(Stored data)
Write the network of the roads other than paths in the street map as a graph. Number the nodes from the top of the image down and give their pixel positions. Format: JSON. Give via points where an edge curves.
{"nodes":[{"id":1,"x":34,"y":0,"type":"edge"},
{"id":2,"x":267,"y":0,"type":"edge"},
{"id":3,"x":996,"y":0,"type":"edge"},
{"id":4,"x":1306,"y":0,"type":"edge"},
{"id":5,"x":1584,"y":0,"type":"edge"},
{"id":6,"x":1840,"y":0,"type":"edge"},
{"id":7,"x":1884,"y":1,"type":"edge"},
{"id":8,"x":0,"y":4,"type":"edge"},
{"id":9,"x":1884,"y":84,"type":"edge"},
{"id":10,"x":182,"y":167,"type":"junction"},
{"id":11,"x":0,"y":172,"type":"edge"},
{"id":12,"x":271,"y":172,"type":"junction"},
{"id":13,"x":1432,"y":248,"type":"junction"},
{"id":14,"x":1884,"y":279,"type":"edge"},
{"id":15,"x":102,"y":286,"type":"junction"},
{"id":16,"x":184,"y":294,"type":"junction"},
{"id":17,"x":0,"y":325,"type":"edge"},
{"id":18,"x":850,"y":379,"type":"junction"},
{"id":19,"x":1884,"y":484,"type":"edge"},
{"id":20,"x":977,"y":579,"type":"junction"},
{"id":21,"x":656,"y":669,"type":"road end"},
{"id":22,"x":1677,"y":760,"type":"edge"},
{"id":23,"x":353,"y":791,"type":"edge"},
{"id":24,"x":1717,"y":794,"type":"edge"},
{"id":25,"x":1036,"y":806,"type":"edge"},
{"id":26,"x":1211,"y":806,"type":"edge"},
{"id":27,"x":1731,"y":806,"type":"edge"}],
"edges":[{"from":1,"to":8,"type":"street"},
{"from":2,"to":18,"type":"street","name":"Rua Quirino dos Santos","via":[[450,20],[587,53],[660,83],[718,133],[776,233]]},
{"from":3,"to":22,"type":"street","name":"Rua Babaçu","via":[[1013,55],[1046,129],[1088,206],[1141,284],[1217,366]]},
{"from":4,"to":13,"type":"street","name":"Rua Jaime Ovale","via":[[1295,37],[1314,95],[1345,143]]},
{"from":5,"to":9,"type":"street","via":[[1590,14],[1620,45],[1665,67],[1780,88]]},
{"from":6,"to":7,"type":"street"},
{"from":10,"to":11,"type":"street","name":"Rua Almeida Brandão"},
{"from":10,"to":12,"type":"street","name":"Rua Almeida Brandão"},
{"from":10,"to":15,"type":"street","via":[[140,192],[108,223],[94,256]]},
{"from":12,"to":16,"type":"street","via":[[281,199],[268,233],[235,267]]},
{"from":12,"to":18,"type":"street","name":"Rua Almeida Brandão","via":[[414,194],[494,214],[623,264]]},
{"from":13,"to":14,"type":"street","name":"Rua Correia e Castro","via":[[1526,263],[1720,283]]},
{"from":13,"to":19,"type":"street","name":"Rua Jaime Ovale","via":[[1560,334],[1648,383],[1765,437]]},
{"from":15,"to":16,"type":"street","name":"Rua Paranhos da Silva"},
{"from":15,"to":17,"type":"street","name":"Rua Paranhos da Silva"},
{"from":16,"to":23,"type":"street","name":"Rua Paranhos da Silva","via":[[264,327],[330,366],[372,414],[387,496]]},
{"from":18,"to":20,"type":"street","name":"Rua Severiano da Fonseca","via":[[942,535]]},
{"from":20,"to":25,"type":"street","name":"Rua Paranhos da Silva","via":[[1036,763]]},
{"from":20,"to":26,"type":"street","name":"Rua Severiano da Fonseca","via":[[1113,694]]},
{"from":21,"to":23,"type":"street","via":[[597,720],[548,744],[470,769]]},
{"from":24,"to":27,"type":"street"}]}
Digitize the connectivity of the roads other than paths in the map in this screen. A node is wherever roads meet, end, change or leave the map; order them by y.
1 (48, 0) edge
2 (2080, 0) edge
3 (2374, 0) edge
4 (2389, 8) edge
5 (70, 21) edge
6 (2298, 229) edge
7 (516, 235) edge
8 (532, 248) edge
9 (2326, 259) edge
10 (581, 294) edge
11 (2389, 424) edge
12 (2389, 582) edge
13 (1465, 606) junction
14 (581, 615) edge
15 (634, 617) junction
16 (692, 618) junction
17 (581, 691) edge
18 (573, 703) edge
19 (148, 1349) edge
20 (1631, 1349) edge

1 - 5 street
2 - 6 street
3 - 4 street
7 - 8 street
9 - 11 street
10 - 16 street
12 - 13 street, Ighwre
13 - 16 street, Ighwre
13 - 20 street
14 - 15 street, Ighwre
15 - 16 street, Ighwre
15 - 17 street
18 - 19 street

* What you should do: Your response must contain all of the records, copied exactly.

* Answer for the task:
Write the network of the roads other than paths in the street map as a graph. Number the nodes from the top of the image down and give their pixel positions. Format: JSON. Give via points where an edge curves.
{"nodes":[{"id":1,"x":34,"y":0,"type":"edge"},
{"id":2,"x":267,"y":0,"type":"edge"},
{"id":3,"x":996,"y":0,"type":"edge"},
{"id":4,"x":1306,"y":0,"type":"edge"},
{"id":5,"x":1584,"y":0,"type":"edge"},
{"id":6,"x":1840,"y":0,"type":"edge"},
{"id":7,"x":1884,"y":1,"type":"edge"},
{"id":8,"x":0,"y":4,"type":"edge"},
{"id":9,"x":1884,"y":84,"type":"edge"},
{"id":10,"x":182,"y":167,"type":"junction"},
{"id":11,"x":0,"y":172,"type":"edge"},
{"id":12,"x":271,"y":172,"type":"junction"},
{"id":13,"x":1432,"y":248,"type":"junction"},
{"id":14,"x":1884,"y":279,"type":"edge"},
{"id":15,"x":102,"y":286,"type":"junction"},
{"id":16,"x":184,"y":294,"type":"junction"},
{"id":17,"x":0,"y":325,"type":"edge"},
{"id":18,"x":850,"y":379,"type":"junction"},
{"id":19,"x":1884,"y":484,"type":"edge"},
{"id":20,"x":977,"y":579,"type":"junction"},
{"id":21,"x":656,"y":669,"type":"road end"},
{"id":22,"x":1677,"y":760,"type":"edge"},
{"id":23,"x":353,"y":791,"type":"edge"},
{"id":24,"x":1717,"y":794,"type":"edge"},
{"id":25,"x":1036,"y":806,"type":"edge"},
{"id":26,"x":1211,"y":806,"type":"edge"},
{"id":27,"x":1731,"y":806,"type":"edge"}],
"edges":[{"from":1,"to":8,"type":"street"},
{"from":2,"to":18,"type":"street","name":"Rua Quirino dos Santos","via":[[450,20],[587,53],[660,83],[718,133],[776,233]]},
{"from":3,"to":22,"type":"street","name":"Rua Babaçu","via":[[1013,55],[1046,129],[1088,206],[1141,284],[1217,366]]},
{"from":4,"to":13,"type":"street","name":"Rua Jaime Ovale","via":[[1295,37],[1314,95],[1345,143]]},
{"from":5,"to":9,"type":"street","via":[[1590,14],[1620,45],[1665,67],[1780,88]]},
{"from":6,"to":7,"type":"street"},
{"from":10,"to":11,"type":"street","name":"Rua Almeida Brandão"},
{"from":10,"to":12,"type":"street","name":"Rua Almeida Brandão"},
{"from":10,"to":15,"type":"street","via":[[140,192],[108,223],[94,256]]},
{"from":12,"to":16,"type":"street","via":[[281,199],[268,233],[235,267]]},
{"from":12,"to":18,"type":"street","name":"Rua Almeida Brandão","via":[[414,194],[494,214],[623,264]]},
{"from":13,"to":14,"type":"street","name":"Rua Correia e Castro","via":[[1526,263],[1720,283]]},
{"from":13,"to":19,"type":"street","name":"Rua Jaime Ovale","via":[[1560,334],[1648,383],[1765,437]]},
{"from":15,"to":16,"type":"street","name":"Rua Paranhos da Silva"},
{"from":15,"to":17,"type":"street","name":"Rua Paranhos da Silva"},
{"from":16,"to":23,"type":"street","name":"Rua Paranhos da Silva","via":[[264,327],[330,366],[372,414],[387,496]]},
{"from":18,"to":20,"type":"street","name":"Rua Severiano da Fonseca","via":[[942,535]]},
{"from":20,"to":25,"type":"street","name":"Rua Paranhos da Silva","via":[[1036,763]]},
{"from":20,"to":26,"type":"street","name":"Rua Severiano da Fonseca","via":[[1113,694]]},
{"from":21,"to":23,"type":"street","via":[[597,720],[548,744],[470,769]]},
{"from":24,"to":27,"type":"street"}]}
Digitize the connectivity of the roads other than paths in the map in this screen. A node is wherever roads meet, end, change or leave the map; order them by y.
1 (48, 0) edge
2 (2080, 0) edge
3 (2374, 0) edge
4 (2389, 8) edge
5 (70, 21) edge
6 (2298, 229) edge
7 (516, 235) edge
8 (532, 248) edge
9 (2326, 259) edge
10 (581, 294) edge
11 (2389, 424) edge
12 (2389, 582) edge
13 (1465, 606) junction
14 (581, 615) edge
15 (634, 617) junction
16 (692, 618) junction
17 (581, 691) edge
18 (573, 703) edge
19 (148, 1349) edge
20 (1631, 1349) edge

1 - 5 street
2 - 6 street
3 - 4 street
7 - 8 street
9 - 11 street
10 - 16 street
12 - 13 street, Ighwre
13 - 16 street, Ighwre
13 - 20 street
14 - 15 street, Ighwre
15 - 16 street, Ighwre
15 - 17 street
18 - 19 street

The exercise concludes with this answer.